> Human keypoint data:
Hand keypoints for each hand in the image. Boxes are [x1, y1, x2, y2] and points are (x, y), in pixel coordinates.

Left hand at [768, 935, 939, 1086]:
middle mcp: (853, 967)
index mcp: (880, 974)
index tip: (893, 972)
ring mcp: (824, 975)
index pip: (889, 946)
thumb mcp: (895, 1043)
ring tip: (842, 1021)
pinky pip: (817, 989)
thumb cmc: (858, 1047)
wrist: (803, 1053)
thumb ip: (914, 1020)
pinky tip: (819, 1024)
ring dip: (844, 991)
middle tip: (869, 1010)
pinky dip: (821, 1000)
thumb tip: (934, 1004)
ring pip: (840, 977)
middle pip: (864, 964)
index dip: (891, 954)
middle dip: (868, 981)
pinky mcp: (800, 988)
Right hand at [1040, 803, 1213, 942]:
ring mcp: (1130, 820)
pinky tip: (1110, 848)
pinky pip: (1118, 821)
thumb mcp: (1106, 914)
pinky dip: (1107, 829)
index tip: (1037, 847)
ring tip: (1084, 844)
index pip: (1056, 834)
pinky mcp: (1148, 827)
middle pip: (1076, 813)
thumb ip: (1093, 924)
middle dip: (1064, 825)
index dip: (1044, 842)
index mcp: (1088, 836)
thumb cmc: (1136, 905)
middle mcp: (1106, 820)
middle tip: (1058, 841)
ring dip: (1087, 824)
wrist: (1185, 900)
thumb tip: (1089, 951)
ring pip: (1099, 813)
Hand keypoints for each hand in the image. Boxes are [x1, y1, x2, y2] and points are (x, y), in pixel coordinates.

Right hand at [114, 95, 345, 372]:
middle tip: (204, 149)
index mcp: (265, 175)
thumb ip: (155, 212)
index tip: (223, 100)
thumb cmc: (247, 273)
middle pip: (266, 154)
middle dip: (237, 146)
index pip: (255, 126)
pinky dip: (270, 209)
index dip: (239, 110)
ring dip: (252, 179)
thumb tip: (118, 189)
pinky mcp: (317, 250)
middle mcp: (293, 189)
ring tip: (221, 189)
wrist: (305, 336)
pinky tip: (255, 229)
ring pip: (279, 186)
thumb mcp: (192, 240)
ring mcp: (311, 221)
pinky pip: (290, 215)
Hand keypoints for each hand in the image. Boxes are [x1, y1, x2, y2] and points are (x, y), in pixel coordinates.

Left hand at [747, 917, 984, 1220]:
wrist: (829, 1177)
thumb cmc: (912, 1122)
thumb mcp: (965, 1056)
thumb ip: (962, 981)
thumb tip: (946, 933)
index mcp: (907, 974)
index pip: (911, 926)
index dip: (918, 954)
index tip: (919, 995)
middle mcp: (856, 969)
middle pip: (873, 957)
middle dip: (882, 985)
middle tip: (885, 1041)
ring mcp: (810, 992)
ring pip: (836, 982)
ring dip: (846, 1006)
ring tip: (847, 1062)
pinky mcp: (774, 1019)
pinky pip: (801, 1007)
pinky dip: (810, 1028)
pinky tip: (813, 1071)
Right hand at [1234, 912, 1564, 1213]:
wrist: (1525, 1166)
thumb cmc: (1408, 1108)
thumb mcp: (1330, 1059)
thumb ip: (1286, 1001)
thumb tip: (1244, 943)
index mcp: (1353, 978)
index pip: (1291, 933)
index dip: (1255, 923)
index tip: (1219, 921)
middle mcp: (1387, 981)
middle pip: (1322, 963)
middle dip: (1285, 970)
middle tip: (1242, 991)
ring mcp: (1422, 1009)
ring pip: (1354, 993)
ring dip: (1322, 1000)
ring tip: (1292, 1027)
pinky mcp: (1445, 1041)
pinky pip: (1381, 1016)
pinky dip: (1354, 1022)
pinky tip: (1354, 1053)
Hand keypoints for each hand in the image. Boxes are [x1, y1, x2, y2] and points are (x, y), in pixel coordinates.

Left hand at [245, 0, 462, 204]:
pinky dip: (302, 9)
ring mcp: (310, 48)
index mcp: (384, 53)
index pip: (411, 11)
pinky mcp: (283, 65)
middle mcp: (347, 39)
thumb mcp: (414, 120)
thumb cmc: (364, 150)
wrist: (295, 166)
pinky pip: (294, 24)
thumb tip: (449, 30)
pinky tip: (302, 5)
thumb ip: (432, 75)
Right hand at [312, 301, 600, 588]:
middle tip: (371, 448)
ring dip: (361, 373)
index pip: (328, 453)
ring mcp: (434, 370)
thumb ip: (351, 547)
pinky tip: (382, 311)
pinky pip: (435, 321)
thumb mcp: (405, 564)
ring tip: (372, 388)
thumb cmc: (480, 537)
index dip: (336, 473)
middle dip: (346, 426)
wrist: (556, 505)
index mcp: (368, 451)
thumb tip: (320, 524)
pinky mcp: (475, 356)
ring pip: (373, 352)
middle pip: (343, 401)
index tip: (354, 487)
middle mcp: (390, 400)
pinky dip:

> HOW TO COMPLETE THIS TASK:
Exactly as they stand, please print the lines from the first line of the records above down to the line that includes "pinky pip: (817, 989)", both of those included and no others.

> RESULT FOR THIS TASK:
Hand keypoints for each hand in the image. Boxes are [x1, y1, x2, y2] and points are (x, y), in pixel coordinates.

Left hand at [768, 935, 939, 1086]:
middle mcp: (853, 967)
index mcp: (880, 974)
index tip: (893, 972)
ring mcp: (824, 975)
index pip: (889, 946)
thumb mcp: (895, 1043)
ring tip: (842, 1021)
pinky pip: (817, 989)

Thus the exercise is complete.